Ella no era demasiado delgada; sus labios eran sensuales, su nariz fina y su piel clara. La suavidad de su largo cabello rozó accidentalmente los dedos de él. Pero lo que realmente captó su atención fue el pecho que asomaba por debajo del sujetador negro.

“Tú lo pediste. No te arrepientas después.”

Mientras sus labios eran tomados con pasión, el hombre se quitó el traje, la corbata y la camisa sin romper el beso ardiente.

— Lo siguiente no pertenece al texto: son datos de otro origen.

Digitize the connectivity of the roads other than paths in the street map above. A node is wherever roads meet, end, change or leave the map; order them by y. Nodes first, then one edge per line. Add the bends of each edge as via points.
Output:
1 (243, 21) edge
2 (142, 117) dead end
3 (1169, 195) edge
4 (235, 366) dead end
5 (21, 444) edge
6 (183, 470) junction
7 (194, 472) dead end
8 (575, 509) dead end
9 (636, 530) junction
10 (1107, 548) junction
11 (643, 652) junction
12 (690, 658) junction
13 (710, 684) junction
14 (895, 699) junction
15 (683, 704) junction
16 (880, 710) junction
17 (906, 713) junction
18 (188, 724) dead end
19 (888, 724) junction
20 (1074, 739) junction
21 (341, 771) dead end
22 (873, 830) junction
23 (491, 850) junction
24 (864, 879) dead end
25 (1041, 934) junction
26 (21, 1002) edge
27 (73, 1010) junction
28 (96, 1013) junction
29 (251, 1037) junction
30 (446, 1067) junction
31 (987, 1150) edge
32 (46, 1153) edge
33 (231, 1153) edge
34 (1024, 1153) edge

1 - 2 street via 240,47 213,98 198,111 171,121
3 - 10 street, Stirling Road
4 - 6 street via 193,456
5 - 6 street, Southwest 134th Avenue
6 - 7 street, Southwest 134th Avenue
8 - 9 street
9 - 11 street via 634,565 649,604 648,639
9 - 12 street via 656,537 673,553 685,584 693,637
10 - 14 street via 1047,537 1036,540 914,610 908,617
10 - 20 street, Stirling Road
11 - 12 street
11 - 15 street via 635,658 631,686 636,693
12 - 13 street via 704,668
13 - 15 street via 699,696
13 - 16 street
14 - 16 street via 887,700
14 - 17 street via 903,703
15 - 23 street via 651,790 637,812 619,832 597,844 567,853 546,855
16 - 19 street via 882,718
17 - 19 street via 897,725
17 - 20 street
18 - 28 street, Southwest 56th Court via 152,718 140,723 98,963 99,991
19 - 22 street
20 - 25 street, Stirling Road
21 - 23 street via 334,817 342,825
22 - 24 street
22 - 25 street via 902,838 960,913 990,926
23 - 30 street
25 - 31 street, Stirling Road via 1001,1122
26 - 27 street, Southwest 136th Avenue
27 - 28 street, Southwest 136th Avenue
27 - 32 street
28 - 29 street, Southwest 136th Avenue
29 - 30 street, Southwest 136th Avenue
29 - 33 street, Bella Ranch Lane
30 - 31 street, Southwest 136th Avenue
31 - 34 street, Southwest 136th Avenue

Rebecca, abrumada por el placer, no se resistió. Respondió atrapando el labio inferior de él entre los suyos. Se aferró a su cuerpo firme y atractivo, cuya calidez parecía nublar su razón. Quizá por el deseo desbordado, lo ansiaba con desesperación. Sin darse cuenta, ya estaba desnuda bajo las manos de él.

“Ah...”

El dulce gemido de Rebecca avivó aún más las llamas de la pasión. Se volvió cada vez más vulnerable bajo su dominio, sin advertir en qué momento terminaron entrelazados sobre la cama.

La lengua ardiente recorrió su clavícula hasta el hombro, provocándole un estremecimiento. Sus pechos firmes tampoco escaparon a las caricias y mordidas de aquella boca experta.

“Voy a entrar ahora”, murmuró él tras separar sus piernas.

En la bruma del deseo, Rebecca solo pudo asentir. El contacto íntimo en la entrada de su feminidad la tenía completamente cegada.

“Cariño, despacio...”, suplicó con voz entrecortada.

Se aferró con fuerza a las sábanas cuando él la penetró con ímpetu. Su rostro se inclinó hacia atrás, saboreando la intensa mezcla de placer y dolor. Tras varias embestidas, comenzó a acostumbrarse a la sensación que, en teoría, debía experimentar tres días después.

Su cuerpo tembloroso reveló que había alcanzado el clímax. Sin embargo, el placer no cesó. Su cuerpo sudoroso fue girado; él tomó su cintura y levantó sus caderas, sosteniéndolas con firmeza.

“D-detente, por favor. Es demasiado brusco. Más despacio...”, suplicó.

El hombre soltó una risa baja, como si su petición fuera una broma.

“Asume las consecuencias. Desde el principio fuiste tú quien me provocó”, gruñó sin detenerse. “Abre más las piernas”, añadió, apretando los muslos de la mujer bajo él.